» GIVEN ENTRIES
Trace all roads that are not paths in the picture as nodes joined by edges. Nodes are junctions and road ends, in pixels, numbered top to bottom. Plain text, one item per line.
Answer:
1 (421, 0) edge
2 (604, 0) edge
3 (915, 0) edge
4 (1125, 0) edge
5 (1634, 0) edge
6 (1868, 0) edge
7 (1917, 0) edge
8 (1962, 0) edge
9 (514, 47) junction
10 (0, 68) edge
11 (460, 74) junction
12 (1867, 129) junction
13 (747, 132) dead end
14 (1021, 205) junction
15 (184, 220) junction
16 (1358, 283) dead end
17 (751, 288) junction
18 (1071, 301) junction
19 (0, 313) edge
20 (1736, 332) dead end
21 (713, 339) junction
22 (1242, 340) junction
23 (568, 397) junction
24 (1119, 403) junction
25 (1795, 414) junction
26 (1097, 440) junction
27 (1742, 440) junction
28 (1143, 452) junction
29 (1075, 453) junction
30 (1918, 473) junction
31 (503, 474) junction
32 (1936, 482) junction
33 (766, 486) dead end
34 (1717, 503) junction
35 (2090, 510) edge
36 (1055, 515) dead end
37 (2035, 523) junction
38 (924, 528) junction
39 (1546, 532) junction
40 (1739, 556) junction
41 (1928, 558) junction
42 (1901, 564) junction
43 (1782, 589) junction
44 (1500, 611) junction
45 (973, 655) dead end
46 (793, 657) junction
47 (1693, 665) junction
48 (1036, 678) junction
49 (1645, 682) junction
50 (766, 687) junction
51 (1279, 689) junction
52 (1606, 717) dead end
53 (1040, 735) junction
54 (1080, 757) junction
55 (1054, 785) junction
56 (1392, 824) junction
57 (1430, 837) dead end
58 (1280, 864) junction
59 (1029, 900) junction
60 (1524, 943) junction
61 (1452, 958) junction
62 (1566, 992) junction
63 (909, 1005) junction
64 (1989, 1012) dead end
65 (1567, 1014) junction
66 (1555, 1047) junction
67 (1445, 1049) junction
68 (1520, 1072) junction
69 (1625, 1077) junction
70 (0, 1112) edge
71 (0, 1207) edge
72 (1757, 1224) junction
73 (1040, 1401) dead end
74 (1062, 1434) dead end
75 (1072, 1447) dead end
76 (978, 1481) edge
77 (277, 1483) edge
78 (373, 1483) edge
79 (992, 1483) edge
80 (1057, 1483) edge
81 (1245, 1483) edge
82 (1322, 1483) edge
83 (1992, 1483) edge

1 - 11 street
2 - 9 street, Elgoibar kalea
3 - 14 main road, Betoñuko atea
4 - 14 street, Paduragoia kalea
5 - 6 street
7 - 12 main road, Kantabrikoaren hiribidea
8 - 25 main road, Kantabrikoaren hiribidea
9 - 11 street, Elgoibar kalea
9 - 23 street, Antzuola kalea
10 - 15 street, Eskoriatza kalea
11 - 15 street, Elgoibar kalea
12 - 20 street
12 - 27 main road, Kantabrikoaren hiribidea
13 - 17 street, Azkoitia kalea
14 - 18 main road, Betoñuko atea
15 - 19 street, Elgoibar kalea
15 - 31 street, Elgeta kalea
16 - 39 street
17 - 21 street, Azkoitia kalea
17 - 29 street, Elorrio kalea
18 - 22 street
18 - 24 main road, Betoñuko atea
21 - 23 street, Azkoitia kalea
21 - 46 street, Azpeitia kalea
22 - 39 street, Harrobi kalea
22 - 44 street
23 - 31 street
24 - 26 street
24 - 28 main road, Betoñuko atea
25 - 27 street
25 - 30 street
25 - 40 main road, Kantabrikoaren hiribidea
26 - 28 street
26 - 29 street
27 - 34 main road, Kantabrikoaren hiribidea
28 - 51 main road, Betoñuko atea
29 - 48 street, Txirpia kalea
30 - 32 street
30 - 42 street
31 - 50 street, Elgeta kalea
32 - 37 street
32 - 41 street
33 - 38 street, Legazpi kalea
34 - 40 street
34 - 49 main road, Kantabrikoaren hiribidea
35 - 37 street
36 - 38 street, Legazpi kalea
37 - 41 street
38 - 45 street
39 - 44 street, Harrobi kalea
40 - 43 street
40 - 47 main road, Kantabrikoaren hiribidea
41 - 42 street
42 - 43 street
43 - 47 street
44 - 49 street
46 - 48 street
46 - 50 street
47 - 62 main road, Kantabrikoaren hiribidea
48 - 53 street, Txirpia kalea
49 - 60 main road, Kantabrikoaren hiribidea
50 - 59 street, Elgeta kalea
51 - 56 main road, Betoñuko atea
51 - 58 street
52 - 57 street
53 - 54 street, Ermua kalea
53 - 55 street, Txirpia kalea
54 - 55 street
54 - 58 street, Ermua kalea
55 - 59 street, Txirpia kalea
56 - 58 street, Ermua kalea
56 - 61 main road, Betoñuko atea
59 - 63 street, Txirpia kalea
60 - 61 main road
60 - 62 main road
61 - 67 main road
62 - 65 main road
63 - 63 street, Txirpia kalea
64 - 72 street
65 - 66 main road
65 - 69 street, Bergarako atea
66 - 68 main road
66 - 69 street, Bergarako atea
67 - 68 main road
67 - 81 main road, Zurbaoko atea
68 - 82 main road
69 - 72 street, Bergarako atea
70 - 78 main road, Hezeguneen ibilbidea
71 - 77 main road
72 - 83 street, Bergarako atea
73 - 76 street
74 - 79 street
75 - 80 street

» WHAT IS BEING ASKED
Repeat what the records above say. Use their exact words.

» OUTPUT OF THE EXERCISE
Trace all roads that are not paths in the picture as nodes joined by edges. Nodes are junctions and road ends, in pixels, numbered top to bottom. Plain text, one item per line.
Answer:
1 (421, 0) edge
2 (604, 0) edge
3 (915, 0) edge
4 (1125, 0) edge
5 (1634, 0) edge
6 (1868, 0) edge
7 (1917, 0) edge
8 (1962, 0) edge
9 (514, 47) junction
10 (0, 68) edge
11 (460, 74) junction
12 (1867, 129) junction
13 (747, 132) dead end
14 (1021, 205) junction
15 (184, 220) junction
16 (1358, 283) dead end
17 (751, 288) junction
18 (1071, 301) junction
19 (0, 313) edge
20 (1736, 332) dead end
21 (713, 339) junction
22 (1242, 340) junction
23 (568, 397) junction
24 (1119, 403) junction
25 (1795, 414) junction
26 (1097, 440) junction
27 (1742, 440) junction
28 (1143, 452) junction
29 (1075, 453) junction
30 (1918, 473) junction
31 (503, 474) junction
32 (1936, 482) junction
33 (766, 486) dead end
34 (1717, 503) junction
35 (2090, 510) edge
36 (1055, 515) dead end
37 (2035, 523) junction
38 (924, 528) junction
39 (1546, 532) junction
40 (1739, 556) junction
41 (1928, 558) junction
42 (1901, 564) junction
43 (1782, 589) junction
44 (1500, 611) junction
45 (973, 655) dead end
46 (793, 657) junction
47 (1693, 665) junction
48 (1036, 678) junction
49 (1645, 682) junction
50 (766, 687) junction
51 (1279, 689) junction
52 (1606, 717) dead end
53 (1040, 735) junction
54 (1080, 757) junction
55 (1054, 785) junction
56 (1392, 824) junction
57 (1430, 837) dead end
58 (1280, 864) junction
59 (1029, 900) junction
60 (1524, 943) junction
61 (1452, 958) junction
62 (1566, 992) junction
63 (909, 1005) junction
64 (1989, 1012) dead end
65 (1567, 1014) junction
66 (1555, 1047) junction
67 (1445, 1049) junction
68 (1520, 1072) junction
69 (1625, 1077) junction
70 (0, 1112) edge
71 (0, 1207) edge
72 (1757, 1224) junction
73 (1040, 1401) dead end
74 (1062, 1434) dead end
75 (1072, 1447) dead end
76 (978, 1481) edge
77 (277, 1483) edge
78 (373, 1483) edge
79 (992, 1483) edge
80 (1057, 1483) edge
81 (1245, 1483) edge
82 (1322, 1483) edge
83 (1992, 1483) edge

1 - 11 street
2 - 9 street, Elgoibar kalea
3 - 14 main road, Betoñuko atea
4 - 14 street, Paduragoia kalea
5 - 6 street
7 - 12 main road, Kantabrikoaren hiribidea
8 - 25 main road, Kantabrikoaren hiribidea
9 - 11 street, Elgoibar kalea
9 - 23 street, Antzuola kalea
10 - 15 street, Eskoriatza kalea
11 - 15 street, Elgoibar kalea
12 - 20 street
12 - 27 main road, Kantabrikoaren hiribidea
13 - 17 street, Azkoitia kalea
14 - 18 main road, Betoñuko atea
15 - 19 street, Elgoibar kalea
15 - 31 street, Elgeta kalea
16 - 39 street
17 - 21 street, Azkoitia kalea
17 - 29 street, Elorrio kalea
18 - 22 street
18 - 24 main road, Betoñuko atea
21 - 23 street, Azkoitia kalea
21 - 46 street, Azpeitia kalea
22 - 39 street, Harrobi kalea
22 - 44 street
23 - 31 street
24 - 26 street
24 - 28 main road, Betoñuko atea
25 - 27 street
25 - 30 street
25 - 40 main road, Kantabrikoaren hiribidea
26 - 28 street
26 - 29 street
27 - 34 main road, Kantabrikoaren hiribidea
28 - 51 main road, Betoñuko atea
29 - 48 street, Txirpia kalea
30 - 32 street
30 - 42 street
31 - 50 street, Elgeta kalea
32 - 37 street
32 - 41 street
33 - 38 street, Legazpi kalea
34 - 40 street
34 - 49 main road, Kantabrikoaren hiribidea
35 - 37 street
36 - 38 street, Legazpi kalea
37 - 41 street
38 - 45 street
39 - 44 street, Harrobi kalea
40 - 43 street
40 - 47 main road, Kantabrikoaren hiribidea
41 - 42 street
42 - 43 street
43 - 47 street
44 - 49 street
46 - 48 street
46 - 50 street
47 - 62 main road, Kantabrikoaren hiribidea
48 - 53 street, Txirpia kalea
49 - 60 main road, Kantabrikoaren hiribidea
50 - 59 street, Elgeta kalea
51 - 56 main road, Betoñuko atea
51 - 58 street
52 - 57 street
53 - 54 street, Ermua kalea
53 - 55 street, Txirpia kalea
54 - 55 street
54 - 58 street, Ermua kalea
55 - 59 street, Txirpia kalea
56 - 58 street, Ermua kalea
56 - 61 main road, Betoñuko atea
59 - 63 street, Txirpia kalea
60 - 61 main road
60 - 62 main road
61 - 67 main road
62 - 65 main road
63 - 63 street, Txirpia kalea
64 - 72 street
65 - 66 main road
65 - 69 street, Bergarako atea
66 - 68 main road
66 - 69 street, Bergarako atea
67 - 68 main road
67 - 81 main road, Zurbaoko atea
68 - 82 main road
69 - 72 street, Bergarako atea
70 - 78 main road, Hezeguneen ibilbidea
71 - 77 main road
72 - 83 street, Bergarako atea
73 - 76 street
74 - 79 street
75 - 80 street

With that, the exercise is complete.